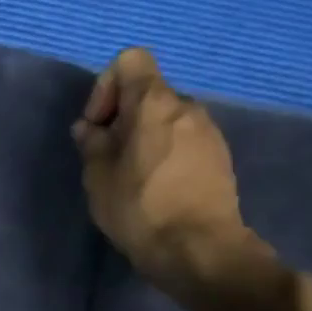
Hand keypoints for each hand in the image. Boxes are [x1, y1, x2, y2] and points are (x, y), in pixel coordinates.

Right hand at [72, 47, 264, 294]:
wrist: (200, 250)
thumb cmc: (141, 208)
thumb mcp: (98, 178)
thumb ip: (92, 144)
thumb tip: (90, 129)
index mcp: (154, 102)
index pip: (130, 61)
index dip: (106, 87)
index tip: (98, 126)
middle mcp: (187, 107)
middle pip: (148, 94)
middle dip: (123, 118)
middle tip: (107, 158)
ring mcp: (209, 132)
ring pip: (167, 119)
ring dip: (145, 138)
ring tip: (131, 178)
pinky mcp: (220, 158)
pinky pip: (184, 141)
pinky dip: (166, 154)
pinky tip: (157, 190)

━━━━

Reproduce each entry word for word and cut the images.

| Answer box |
Hand keypoints for each hand in the image. Boxes are [x1, y1, x2, y2] and points are (x, y), in pixel coordinates.

Right hand at [72, 47, 264, 294]:
wrist: (200, 250)
thumb cmc: (141, 208)
thumb mcp: (98, 178)
thumb ip: (92, 144)
thumb tip: (90, 129)
index mcp: (154, 102)
index pip: (130, 61)
index dip: (106, 87)
index tip: (98, 126)
middle mcp: (187, 107)
middle pip: (148, 94)
middle dip: (123, 118)
middle tip: (107, 158)
ring mcp: (209, 132)
ring pip: (167, 119)
ring dip: (145, 138)
ring tip: (131, 178)
pinky mcp: (220, 158)
pinky pip: (184, 141)
pinky dip: (166, 154)
pinky tip: (157, 190)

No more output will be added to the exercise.